Set of tools to combine multiple power plant databases
https://powerplantmatching.readthedocs.io/en/latest/
GNU General Public License v3.0
152 stars 53 forks source link

Add options for automated sub-national aggregation #46

Open FLomb opened 3 years ago

FLomb commented 3 years ago

It would be cool to have an automated option for aggregating power plants into sub-national clusters within each country, based on standard sub-national units.

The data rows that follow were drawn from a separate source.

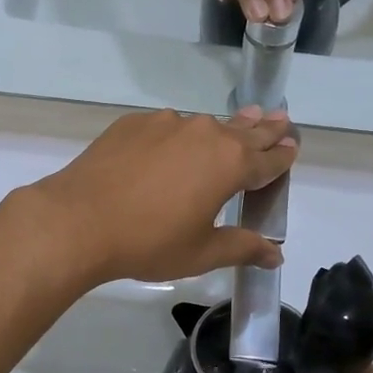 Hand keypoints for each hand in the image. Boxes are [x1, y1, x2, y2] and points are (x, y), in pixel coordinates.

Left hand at [18, 107, 296, 287]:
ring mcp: (167, 123)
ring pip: (205, 125)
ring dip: (224, 127)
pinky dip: (179, 134)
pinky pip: (167, 126)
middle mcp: (205, 134)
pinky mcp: (134, 123)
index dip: (283, 155)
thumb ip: (242, 247)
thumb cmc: (149, 242)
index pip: (268, 159)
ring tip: (238, 122)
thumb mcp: (202, 252)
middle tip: (281, 117)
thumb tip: (276, 255)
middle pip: (244, 131)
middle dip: (264, 128)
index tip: (294, 145)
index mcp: (230, 164)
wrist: (79, 220)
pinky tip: (173, 144)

For instance, it would be really nice if the user could choose, as an option, the level of spatial aggregation, e.g.:

So, instead of having as an output just the aggregate capacity of each European country, one could have the aggregate capacity of each sub-national region of interest. This would facilitate a lot the functional coupling of the project to any power system model.

kais-siala commented 3 years ago

Hi @FLomb Not sure whether this feature is in the pipeline of powerplantmatching, but you could check this tool: https://github.com/tum-ens/pyPRIMA/ which I created specifically to be able to aggregate data (in particular power plant capacities from here) as I wish.

fneum commented 3 years ago

Good idea, shouldn't be too difficult to implement:

Just a sketch out of the head: assuming gdf is powerplantmatching database as geopandas DataFrame and regions the geopandas Series with the NUTS2/3, GADM shapefiles it should just be:

import  geopandas as gpd
merged = gpd.sjoin(gdf, regions, how="inner", op='within')
merged.groupby('index_right').sum() # or more specific aggregation strategies

One could have this as a frontend function where the user passes the regions shapes. I wouldn't necessarily have the shapefiles itself built into powerplantmatching.

fneum commented 3 years ago

Ok, here's how it could look in more detail.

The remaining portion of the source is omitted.